Party officials claim their decision is required by the recent state Supreme Court ruling - described by the party chair as a "game changer" - that the state and county election officials are required to run the primary as part of their authority under state law. The party's executive director suggested that county election officials only had themselves to blame: "The state party was negotiating in good faith with these four counties through the state Election Commission, and yet they filed a hugely expensive lawsuit knowing this was one of the potential outcomes."
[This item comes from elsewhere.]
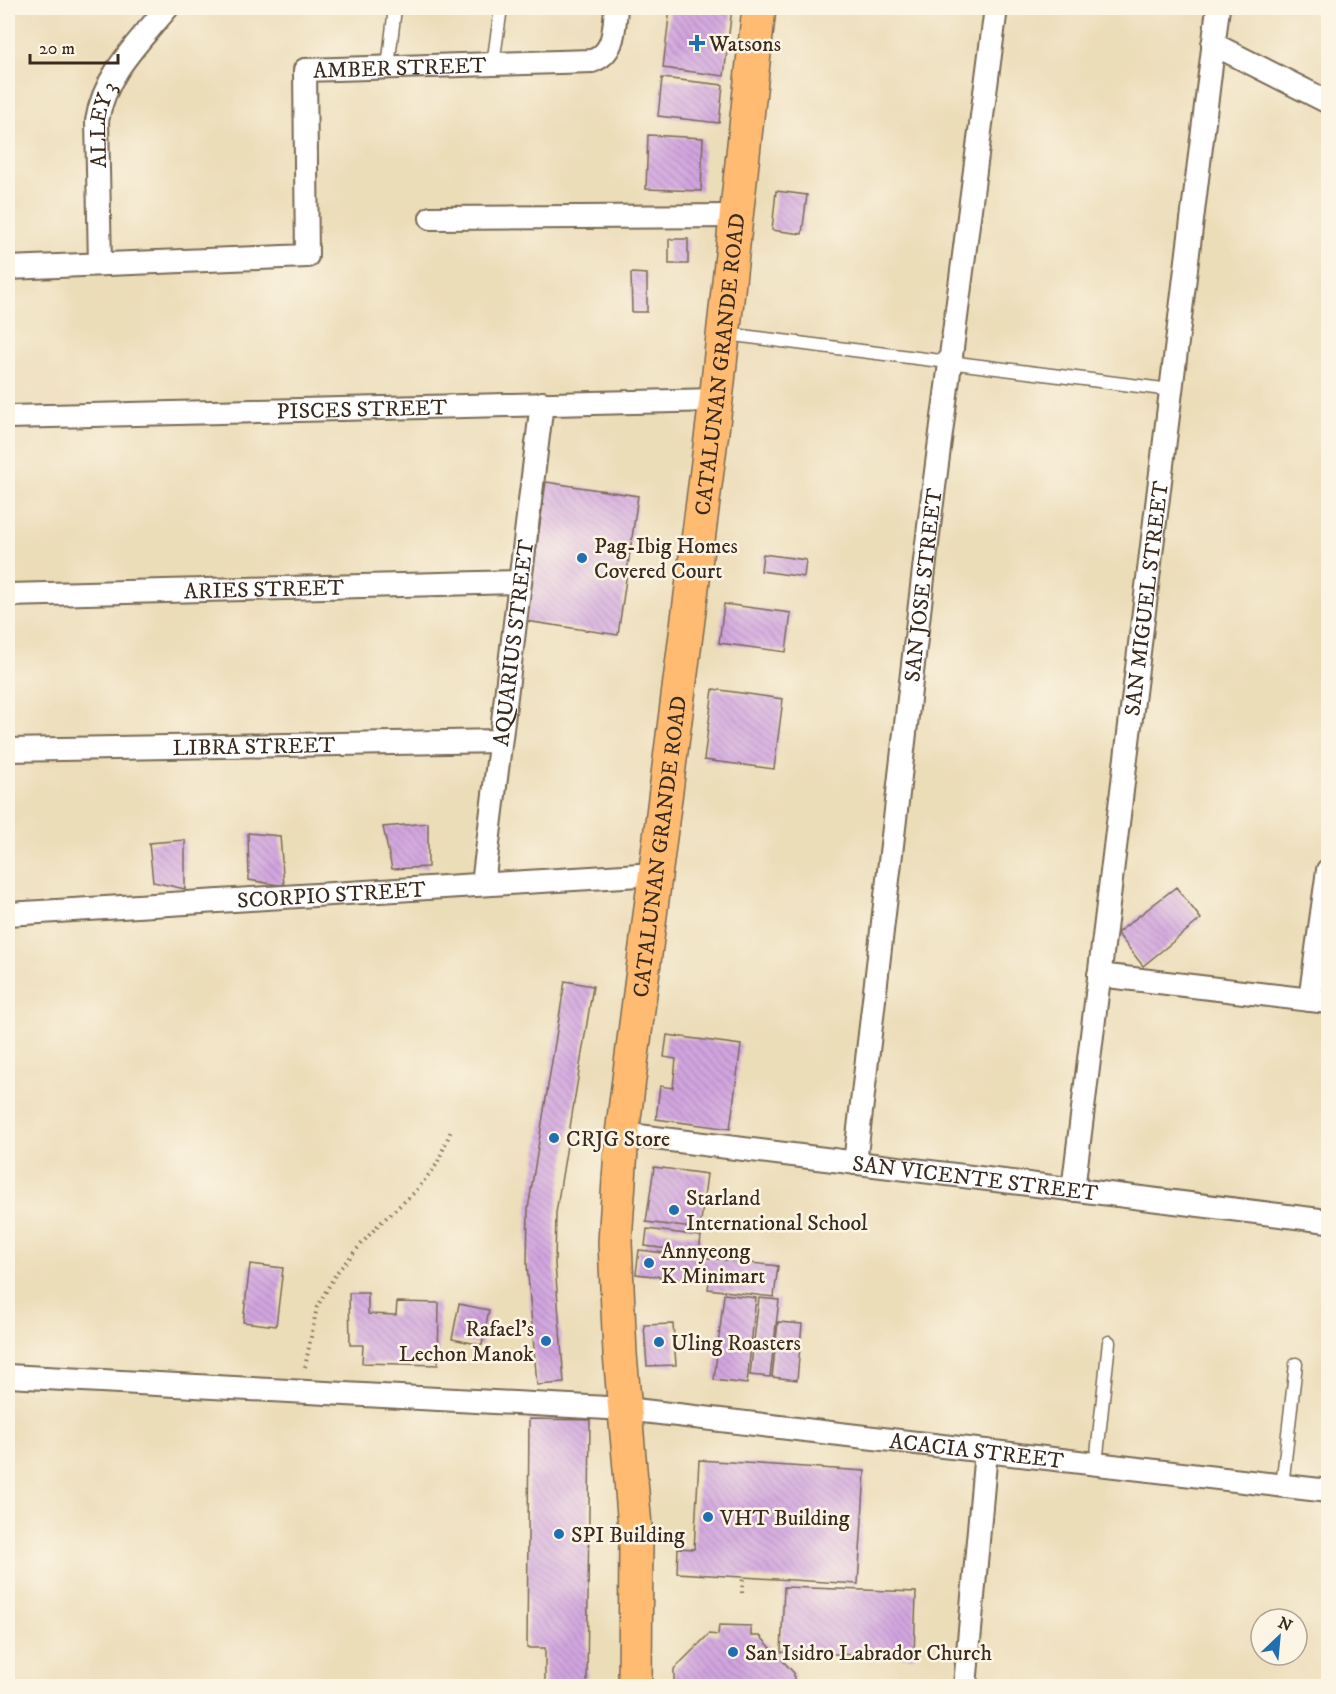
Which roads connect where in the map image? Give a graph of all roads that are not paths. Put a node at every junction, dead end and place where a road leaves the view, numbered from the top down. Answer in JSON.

An attorney for the counties suggested just the opposite - that counties were using the lawsuit to clarify funding details in advance, given the party's willingness to cover "legitimate expenses" involved with the primary:
The counties offered to dismiss the lawsuit if the Republican Party put $1.9 million in escrow to reimburse all 46 counties for their expenses. Their attorney  said the state GOP never made a counteroffer, and officials in the Republican-dominated counties were trying to be fiscally responsible by sorting out the funding details in advance - and get it in writing.
While it isn't clear that the ruling does, in fact, prevent the state party from helping to defray the costs, the end result is that the state and counties are suddenly struggling to find the money to cover the expected $1.5 million tab. The Governor is already on record as opposing taxpayer funding for the primary and has also indicated that she will not allow the state election board to run at a deficit, as has previously been the practice.
Unfortunately for the counties, their decision to use court action to force the state party to pay a share of the primary costs - which I described back in October as a "briar patch" strategy - appears to have backfired.
This story has already taken many different twists and turns and it isn't unreasonable to expect one or two more - but for now South Carolina is left to search for money to cover election costs for a primary held on behalf of a party that - for now - is no longer willing to pay.